Mongodb – Configure mongo for one shot full db read

mongodbread-only-database

I have a kubernetes cluster on bare metal with 3 machines having 8Gb of ram each. All my apps and a mongodb 4.0.9 replicaset runs on it.
There is an import program that:

  1. Download a 8Gb mongo dump from external source and restore it in fresly created database A. There is one collection whitout indexes.
  2. Fully browse the restored collection with one find({}) and 1M next().
  3. Emit amqp messages for each doc, then messages are stored in mongo database B, C, D.
  4. Drop the database A.

Part 2 use a lot of ram.

How should I configure mongo database A (and let database B normal) to reduce at max the footprint of the import operation? (Because more important tasks are running in the cluster)

For example, can I configure mongo to not create cache for the temporary collection?

Best Answer

Starting in MongoDB 3.4, the default WiredTiger internal cache size is the larger of either:

  • 50% of (RAM - 1 GB),
  • or 256 MB.

For example, In your case from the 8GB of RAM the WiredTiger cache will use 3.5GB of RAM (0.5 * (8 GB - 1 GB) = 3.5 GB).

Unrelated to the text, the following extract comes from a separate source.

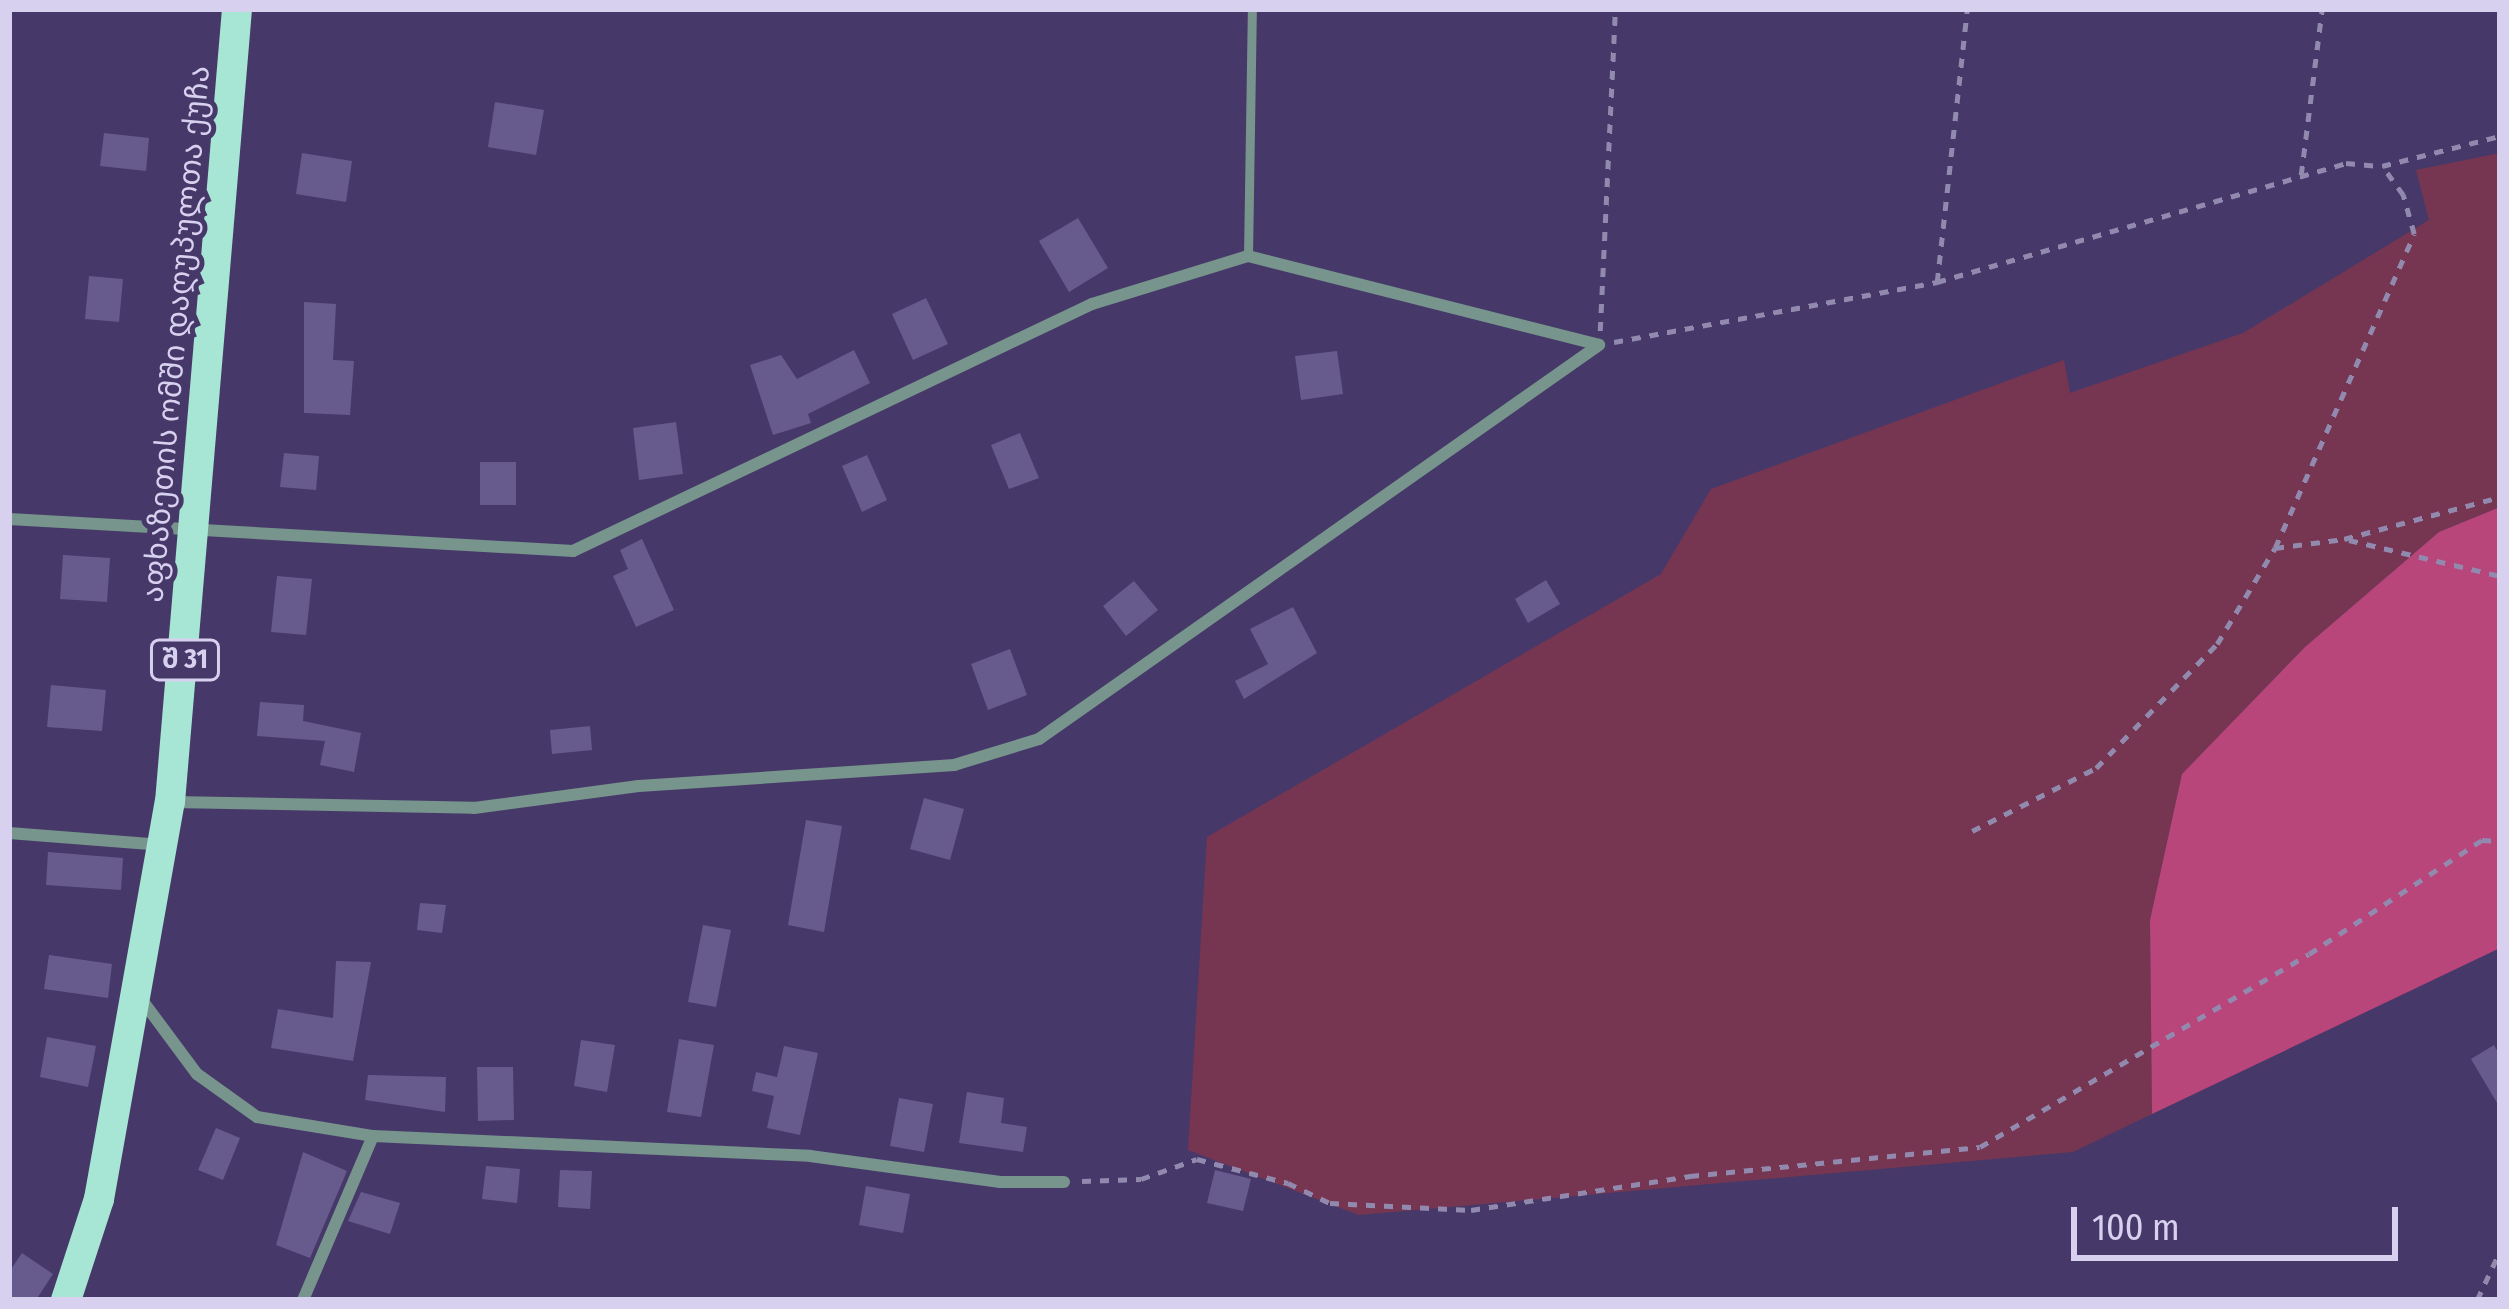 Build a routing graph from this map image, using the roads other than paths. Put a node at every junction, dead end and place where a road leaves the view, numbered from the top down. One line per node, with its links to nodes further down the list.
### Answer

This can be reduced to for example to 1GB by using the following admin command only when the mongorestore operation happens.

db.adminCommand( { "setParameter": 1, "wiredTigerEngineRuntimeConfig": "cache_size=1G"})

and revert this back to 3.5 GB once the restoration is completed.

Note:

By reducing the wired tiger cache size will increase the time to restore the data.